Report back each line of the records that contains the string "Andrade".

• **Dataset records**
_ _ _ _ _

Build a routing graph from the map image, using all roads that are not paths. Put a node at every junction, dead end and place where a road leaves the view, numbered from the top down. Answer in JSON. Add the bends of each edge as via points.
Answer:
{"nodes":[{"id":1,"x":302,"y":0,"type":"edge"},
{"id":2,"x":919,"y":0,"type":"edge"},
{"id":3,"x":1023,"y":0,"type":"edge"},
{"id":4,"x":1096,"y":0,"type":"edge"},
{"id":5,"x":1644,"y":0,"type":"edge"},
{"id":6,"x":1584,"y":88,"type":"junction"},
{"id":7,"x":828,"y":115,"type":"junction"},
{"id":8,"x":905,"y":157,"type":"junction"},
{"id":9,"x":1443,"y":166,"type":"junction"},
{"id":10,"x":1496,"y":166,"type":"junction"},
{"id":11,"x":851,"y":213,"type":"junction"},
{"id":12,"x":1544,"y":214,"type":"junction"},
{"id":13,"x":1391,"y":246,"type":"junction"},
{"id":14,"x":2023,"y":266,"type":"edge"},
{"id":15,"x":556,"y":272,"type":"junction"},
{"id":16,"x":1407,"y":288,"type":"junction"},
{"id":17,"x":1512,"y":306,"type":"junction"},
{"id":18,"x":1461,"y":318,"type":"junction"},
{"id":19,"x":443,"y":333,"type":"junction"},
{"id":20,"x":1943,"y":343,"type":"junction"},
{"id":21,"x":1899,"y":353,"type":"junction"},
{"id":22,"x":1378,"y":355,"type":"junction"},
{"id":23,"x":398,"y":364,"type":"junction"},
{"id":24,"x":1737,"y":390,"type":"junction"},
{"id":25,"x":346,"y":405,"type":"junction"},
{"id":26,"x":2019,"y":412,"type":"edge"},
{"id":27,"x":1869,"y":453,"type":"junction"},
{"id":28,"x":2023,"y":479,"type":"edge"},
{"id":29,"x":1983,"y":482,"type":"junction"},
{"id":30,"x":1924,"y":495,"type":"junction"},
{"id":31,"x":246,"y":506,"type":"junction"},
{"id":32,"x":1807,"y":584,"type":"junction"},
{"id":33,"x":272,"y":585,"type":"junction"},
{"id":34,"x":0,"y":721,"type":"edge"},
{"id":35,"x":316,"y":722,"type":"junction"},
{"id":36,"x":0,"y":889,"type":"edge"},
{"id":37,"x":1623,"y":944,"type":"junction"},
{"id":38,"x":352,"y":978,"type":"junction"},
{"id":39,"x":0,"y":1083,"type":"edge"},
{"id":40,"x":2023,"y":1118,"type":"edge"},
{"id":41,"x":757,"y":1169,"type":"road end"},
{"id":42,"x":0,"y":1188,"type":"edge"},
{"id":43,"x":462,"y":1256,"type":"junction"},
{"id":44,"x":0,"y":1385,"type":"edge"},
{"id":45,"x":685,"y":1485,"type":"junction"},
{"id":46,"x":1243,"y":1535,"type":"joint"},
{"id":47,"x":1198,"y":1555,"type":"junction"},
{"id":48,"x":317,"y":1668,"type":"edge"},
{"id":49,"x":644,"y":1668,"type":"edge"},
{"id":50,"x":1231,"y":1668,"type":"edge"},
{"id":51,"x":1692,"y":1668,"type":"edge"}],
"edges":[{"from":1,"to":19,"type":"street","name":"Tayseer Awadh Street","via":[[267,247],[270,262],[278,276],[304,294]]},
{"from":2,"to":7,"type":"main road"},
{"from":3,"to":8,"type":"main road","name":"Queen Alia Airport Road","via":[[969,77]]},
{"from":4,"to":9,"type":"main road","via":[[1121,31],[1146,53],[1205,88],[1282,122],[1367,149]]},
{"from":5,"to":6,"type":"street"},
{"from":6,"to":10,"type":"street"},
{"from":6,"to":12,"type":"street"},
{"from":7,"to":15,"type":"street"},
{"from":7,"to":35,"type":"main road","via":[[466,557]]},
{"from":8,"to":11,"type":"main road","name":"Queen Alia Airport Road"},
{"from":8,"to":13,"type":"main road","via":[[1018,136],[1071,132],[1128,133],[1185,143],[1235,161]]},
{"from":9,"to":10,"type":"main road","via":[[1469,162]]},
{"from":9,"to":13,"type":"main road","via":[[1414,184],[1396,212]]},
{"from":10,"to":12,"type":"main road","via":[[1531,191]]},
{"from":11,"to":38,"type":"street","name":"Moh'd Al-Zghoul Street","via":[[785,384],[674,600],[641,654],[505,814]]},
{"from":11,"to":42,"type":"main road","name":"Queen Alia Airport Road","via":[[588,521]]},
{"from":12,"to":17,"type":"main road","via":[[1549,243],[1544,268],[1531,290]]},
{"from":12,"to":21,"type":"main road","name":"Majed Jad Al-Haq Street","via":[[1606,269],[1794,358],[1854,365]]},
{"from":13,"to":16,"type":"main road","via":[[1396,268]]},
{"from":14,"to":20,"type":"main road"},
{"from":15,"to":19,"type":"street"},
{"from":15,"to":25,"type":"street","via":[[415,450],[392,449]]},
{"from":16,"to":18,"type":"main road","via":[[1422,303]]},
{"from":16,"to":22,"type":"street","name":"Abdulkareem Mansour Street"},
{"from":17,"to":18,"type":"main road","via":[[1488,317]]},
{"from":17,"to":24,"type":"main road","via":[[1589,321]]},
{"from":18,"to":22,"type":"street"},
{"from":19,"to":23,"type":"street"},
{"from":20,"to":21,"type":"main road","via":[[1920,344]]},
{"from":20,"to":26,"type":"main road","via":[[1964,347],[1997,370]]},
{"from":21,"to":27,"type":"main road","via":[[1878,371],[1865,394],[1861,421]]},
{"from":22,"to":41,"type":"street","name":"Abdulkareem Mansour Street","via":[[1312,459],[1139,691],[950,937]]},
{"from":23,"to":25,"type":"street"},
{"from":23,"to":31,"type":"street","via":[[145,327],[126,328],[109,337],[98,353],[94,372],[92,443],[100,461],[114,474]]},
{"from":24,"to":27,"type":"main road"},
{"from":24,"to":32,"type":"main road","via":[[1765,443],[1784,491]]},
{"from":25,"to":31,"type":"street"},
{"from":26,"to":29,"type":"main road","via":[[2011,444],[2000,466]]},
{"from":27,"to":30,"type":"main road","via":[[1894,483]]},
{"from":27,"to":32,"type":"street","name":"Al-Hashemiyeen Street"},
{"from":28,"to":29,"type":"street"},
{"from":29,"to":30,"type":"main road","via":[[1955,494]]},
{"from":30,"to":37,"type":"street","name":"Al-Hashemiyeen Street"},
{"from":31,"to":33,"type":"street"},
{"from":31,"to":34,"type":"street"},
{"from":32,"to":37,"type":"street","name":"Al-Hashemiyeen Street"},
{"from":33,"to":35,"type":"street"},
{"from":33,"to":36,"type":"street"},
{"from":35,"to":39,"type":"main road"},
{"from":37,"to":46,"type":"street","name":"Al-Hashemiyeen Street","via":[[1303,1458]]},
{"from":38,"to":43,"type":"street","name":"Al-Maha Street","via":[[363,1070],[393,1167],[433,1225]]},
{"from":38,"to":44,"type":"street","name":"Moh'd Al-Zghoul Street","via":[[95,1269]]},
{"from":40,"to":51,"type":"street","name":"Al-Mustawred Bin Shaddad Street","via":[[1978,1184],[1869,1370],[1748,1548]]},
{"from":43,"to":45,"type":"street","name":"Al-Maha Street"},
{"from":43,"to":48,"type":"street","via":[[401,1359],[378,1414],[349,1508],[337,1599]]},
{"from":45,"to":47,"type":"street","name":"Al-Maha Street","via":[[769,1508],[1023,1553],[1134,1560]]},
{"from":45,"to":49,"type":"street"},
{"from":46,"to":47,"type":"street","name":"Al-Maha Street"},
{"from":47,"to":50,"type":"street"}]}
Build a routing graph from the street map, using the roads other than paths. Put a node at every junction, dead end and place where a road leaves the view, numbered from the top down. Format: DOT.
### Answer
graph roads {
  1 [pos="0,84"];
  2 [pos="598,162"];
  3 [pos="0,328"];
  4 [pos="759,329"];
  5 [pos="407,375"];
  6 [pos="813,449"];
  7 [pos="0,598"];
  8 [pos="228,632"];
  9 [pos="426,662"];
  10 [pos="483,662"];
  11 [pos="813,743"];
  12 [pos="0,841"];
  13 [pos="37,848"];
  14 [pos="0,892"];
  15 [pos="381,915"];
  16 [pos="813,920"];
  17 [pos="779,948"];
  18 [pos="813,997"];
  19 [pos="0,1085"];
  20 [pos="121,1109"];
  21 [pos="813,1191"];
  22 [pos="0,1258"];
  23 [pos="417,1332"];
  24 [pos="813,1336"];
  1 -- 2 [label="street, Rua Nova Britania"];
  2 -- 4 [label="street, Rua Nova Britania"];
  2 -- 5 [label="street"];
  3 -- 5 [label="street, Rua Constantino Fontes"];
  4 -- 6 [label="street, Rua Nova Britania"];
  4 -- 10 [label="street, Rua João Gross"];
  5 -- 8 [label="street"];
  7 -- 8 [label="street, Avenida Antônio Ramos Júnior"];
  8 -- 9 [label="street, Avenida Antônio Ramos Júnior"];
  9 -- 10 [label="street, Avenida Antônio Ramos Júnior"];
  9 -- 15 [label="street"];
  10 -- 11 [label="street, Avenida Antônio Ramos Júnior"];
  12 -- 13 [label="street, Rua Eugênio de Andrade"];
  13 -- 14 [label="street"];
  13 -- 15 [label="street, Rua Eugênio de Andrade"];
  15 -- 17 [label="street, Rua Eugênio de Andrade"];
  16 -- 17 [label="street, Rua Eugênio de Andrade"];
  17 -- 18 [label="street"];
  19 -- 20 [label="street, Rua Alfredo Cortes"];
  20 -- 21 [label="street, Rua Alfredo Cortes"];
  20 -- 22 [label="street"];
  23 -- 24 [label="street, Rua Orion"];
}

_ _ _ _ _

• **Finished exercise**
  12 -- 13 [label="street, Rua Eugênio de Andrade"];
  13 -- 15 [label="street, Rua Eugênio de Andrade"];
  15 -- 17 [label="street, Rua Eugênio de Andrade"];
  16 -- 17 [label="street, Rua Eugênio de Andrade"];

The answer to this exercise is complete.